With a little over two days left on its Kickstarter campaign, The Universim is sitting at $336,715 – just over its $320k goal. That’s a massive win for the team, allowing them to continue on with their development while remaining independent. We talked to Lautenbach just before the Kickstarter goal was reached, but even then the team were determined to complete their game – funding be damned. “We never planned on stopping if we don’t reach the goal.” Lautenbach told us then. “But it would be quite a hit to development time.” They were encouraged by the community feedback they had already received about the project. Crytivo have even been approached by publishers interested in the project, but the team turned down those offers. “[W]e turned them down as we want to stay independent.” Lautenbach said. “This is due to how we plan on developing the game alongside the community and make decisions that benefit the community first. With a publisher, that philosophy will probably lower the profit margins and thus be snuffed out. Then we would lose the very soul of our game.”
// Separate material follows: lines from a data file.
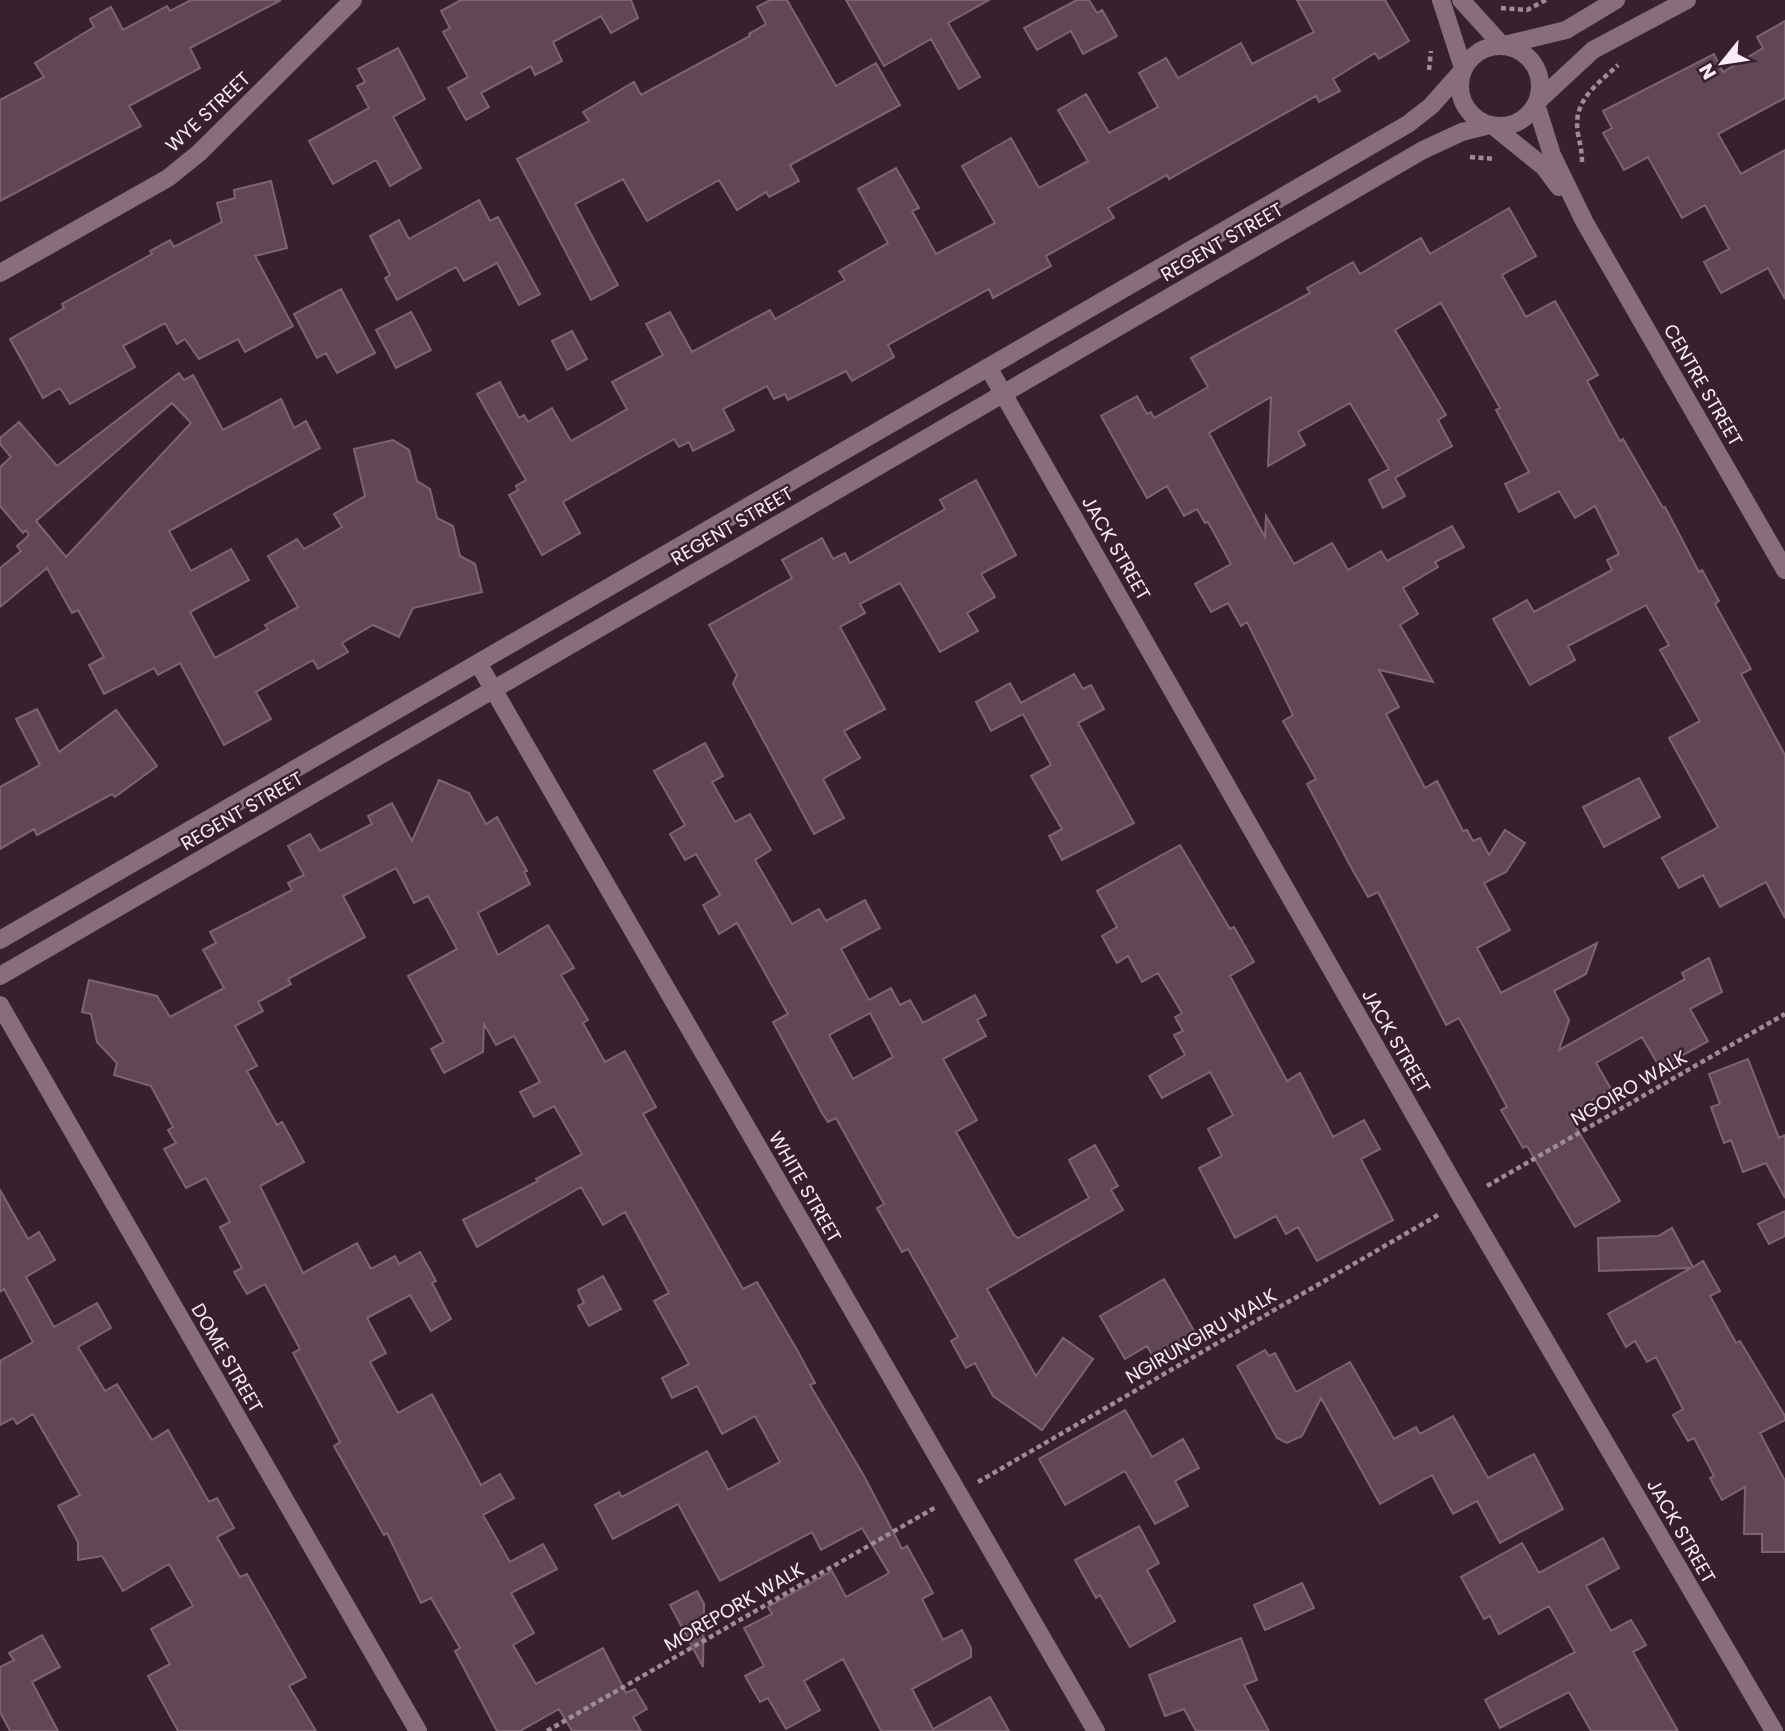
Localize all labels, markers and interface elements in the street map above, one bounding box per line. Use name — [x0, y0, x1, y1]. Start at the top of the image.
north arrow — [1687, 28, 1757, 98]
text: N — [1692, 58, 1723, 84]
street label: WYE STREET — [160, 66, 256, 158]
street label: REGENT STREET — [1156, 196, 1288, 288]
street label: CENTRE STREET — [1657, 319, 1749, 451]
street label: REGENT STREET — [666, 480, 798, 572]
street label: JACK STREET — [1075, 491, 1157, 605]
street label: REGENT STREET — [176, 765, 308, 857]
street label: JACK STREET — [1355, 984, 1437, 1098]
street label: NGOIRO WALK — [1566, 1044, 1692, 1132]
street label: WHITE STREET — [762, 1126, 848, 1248]
street label: NGIRUNGIRU WALK — [1120, 1282, 1282, 1390]
street label: DOME STREET — [185, 1298, 269, 1418]
street label: JACK STREET — [1640, 1474, 1722, 1588]
street label: MOREPORK WALK — [659, 1556, 809, 1658]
“We aren’t saying that all publishers are bad, some are fantastic. Especially those that approached us. But we didn’t want to risk losing our game.”

While The Universim is a single player only title right now, there has been some planning for implementing a multiplayer mode. Lautenbach told us that multiplayer is “something that was on the table from the very beginning.” The game’s systems are inherently capable of delivering an engaging multiplayer experience, so that those who wish to can play with friends. At the moment, though, Crytivo is focusing on the single player experience, relegating plans for multiplayer to the future and “quite a bump in finding”, although they “won’t give up on multiplayer any time soon either.”


The Universim is designed to scale well with lower-end systems, while retaining its own personality through its art style. The art style itself is key in this, allowing the Crytivo team to “make a real stunner without relying too heavily on intensive rendering technologies.” Lautenbach wouldn’t reveal all the specific technical tricks the game is utilising, but he did say that they’re “making use of the PC’s strengths”, and that “those who have higher-end systems can expect some nice eye candy.”

Audio tracks to support the gameplay are under construction, with the sole composer of the team having created a number so far. The Crytivo team are considering bringing more musicians on board to help create the soundtrack though, to give the game “a good mix” – although nothing’s set in concrete with those musicians just yet. The Universim’s Kickstarter page has some samples of the music that’s currently out there, for those wanting to get a taste of what’s to come.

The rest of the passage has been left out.